**EXERCISE REQUIREMENTS**
Your answer must be every record below, written out exactly as it appears.

======== DATA SUPPLIED

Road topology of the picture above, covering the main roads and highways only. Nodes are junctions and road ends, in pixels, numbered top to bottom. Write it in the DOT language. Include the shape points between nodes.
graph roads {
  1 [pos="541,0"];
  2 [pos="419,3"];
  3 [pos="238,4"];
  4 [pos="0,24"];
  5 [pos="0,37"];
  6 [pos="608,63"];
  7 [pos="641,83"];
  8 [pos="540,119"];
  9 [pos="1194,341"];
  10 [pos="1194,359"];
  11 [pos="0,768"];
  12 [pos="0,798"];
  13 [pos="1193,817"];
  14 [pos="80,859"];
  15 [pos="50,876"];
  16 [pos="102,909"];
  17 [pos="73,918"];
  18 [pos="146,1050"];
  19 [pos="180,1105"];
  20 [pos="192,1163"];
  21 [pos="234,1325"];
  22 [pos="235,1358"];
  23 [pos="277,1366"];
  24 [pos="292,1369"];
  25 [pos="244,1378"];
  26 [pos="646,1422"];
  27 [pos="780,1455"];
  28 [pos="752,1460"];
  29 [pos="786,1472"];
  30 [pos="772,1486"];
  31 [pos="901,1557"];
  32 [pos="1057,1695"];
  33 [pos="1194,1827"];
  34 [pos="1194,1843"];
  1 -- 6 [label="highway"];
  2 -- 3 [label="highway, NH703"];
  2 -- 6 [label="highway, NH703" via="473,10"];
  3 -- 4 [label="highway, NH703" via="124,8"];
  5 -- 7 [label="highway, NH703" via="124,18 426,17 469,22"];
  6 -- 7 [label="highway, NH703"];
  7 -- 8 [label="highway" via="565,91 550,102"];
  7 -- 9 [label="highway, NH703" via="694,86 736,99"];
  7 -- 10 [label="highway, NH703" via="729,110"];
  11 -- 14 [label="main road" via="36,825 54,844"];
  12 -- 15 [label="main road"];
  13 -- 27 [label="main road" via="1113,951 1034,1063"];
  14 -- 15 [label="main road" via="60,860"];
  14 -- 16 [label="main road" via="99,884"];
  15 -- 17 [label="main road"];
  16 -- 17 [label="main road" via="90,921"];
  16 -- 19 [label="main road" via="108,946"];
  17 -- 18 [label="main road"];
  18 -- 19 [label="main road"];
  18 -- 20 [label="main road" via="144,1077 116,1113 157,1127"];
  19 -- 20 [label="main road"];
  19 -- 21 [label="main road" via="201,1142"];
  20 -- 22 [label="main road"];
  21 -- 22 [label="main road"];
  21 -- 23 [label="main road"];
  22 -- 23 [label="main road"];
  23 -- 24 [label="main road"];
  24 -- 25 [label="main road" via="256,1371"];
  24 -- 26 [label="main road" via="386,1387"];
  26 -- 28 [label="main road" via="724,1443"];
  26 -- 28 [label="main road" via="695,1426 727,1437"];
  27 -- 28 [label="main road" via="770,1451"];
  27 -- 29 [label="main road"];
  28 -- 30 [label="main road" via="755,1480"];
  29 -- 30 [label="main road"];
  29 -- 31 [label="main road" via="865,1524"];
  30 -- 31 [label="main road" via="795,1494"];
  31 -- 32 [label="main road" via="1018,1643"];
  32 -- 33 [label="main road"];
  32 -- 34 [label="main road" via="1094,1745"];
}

================

**OUTPUT OF THE EXERCISE**
Road topology of the picture above, covering the main roads and highways only. Nodes are junctions and road ends, in pixels, numbered top to bottom. Write it in the DOT language. Include the shape points between nodes.
graph roads {
  1 [pos="541,0"];
  2 [pos="419,3"];
  3 [pos="238,4"];
  4 [pos="0,24"];
  5 [pos="0,37"];
  6 [pos="608,63"];
  7 [pos="641,83"];
  8 [pos="540,119"];
  9 [pos="1194,341"];
  10 [pos="1194,359"];
  11 [pos="0,768"];
  12 [pos="0,798"];
  13 [pos="1193,817"];
  14 [pos="80,859"];
  15 [pos="50,876"];
  16 [pos="102,909"];
  17 [pos="73,918"];
  18 [pos="146,1050"];
  19 [pos="180,1105"];
  20 [pos="192,1163"];
  21 [pos="234,1325"];
  22 [pos="235,1358"];
  23 [pos="277,1366"];
  24 [pos="292,1369"];
  25 [pos="244,1378"];
  26 [pos="646,1422"];
  27 [pos="780,1455"];
  28 [pos="752,1460"];
  29 [pos="786,1472"];
  30 [pos="772,1486"];
  31 [pos="901,1557"];
  32 [pos="1057,1695"];
  33 [pos="1194,1827"];
  34 [pos="1194,1843"];
  1 -- 6 [label="highway"];
  2 -- 3 [label="highway, NH703"];
  2 -- 6 [label="highway, NH703" via="473,10"];
  3 -- 4 [label="highway, NH703" via="124,8"];
  5 -- 7 [label="highway, NH703" via="124,18 426,17 469,22"];
  6 -- 7 [label="highway, NH703"];
  7 -- 8 [label="highway" via="565,91 550,102"];
  7 -- 9 [label="highway, NH703" via="694,86 736,99"];
  7 -- 10 [label="highway, NH703" via="729,110"];
  11 -- 14 [label="main road" via="36,825 54,844"];
  12 -- 15 [label="main road"];
  13 -- 27 [label="main road" via="1113,951 1034,1063"];
  14 -- 15 [label="main road" via="60,860"];
  14 -- 16 [label="main road" via="99,884"];
  15 -- 17 [label="main road"];
  16 -- 17 [label="main road" via="90,921"];
  16 -- 19 [label="main road" via="108,946"];
  17 -- 18 [label="main road"];
  18 -- 19 [label="main road"];
  18 -- 20 [label="main road" via="144,1077 116,1113 157,1127"];
  19 -- 20 [label="main road"];
  19 -- 21 [label="main road" via="201,1142"];
  20 -- 22 [label="main road"];
  21 -- 22 [label="main road"];
  21 -- 23 [label="main road"];
  22 -- 23 [label="main road"];
  23 -- 24 [label="main road"];
  24 -- 25 [label="main road" via="256,1371"];
  24 -- 26 [label="main road" via="386,1387"];
  26 -- 28 [label="main road" via="724,1443"];
  26 -- 28 [label="main road" via="695,1426 727,1437"];
  27 -- 28 [label="main road" via="770,1451"];
  27 -- 29 [label="main road"];
  28 -- 30 [label="main road" via="755,1480"];
  29 -- 30 [label="main road"];
  29 -- 31 [label="main road" via="865,1524"];
  30 -- 31 [label="main road" via="795,1494"];
  31 -- 32 [label="main road" via="1018,1643"];
  32 -- 33 [label="main road"];
  32 -- 34 [label="main road" via="1094,1745"];
}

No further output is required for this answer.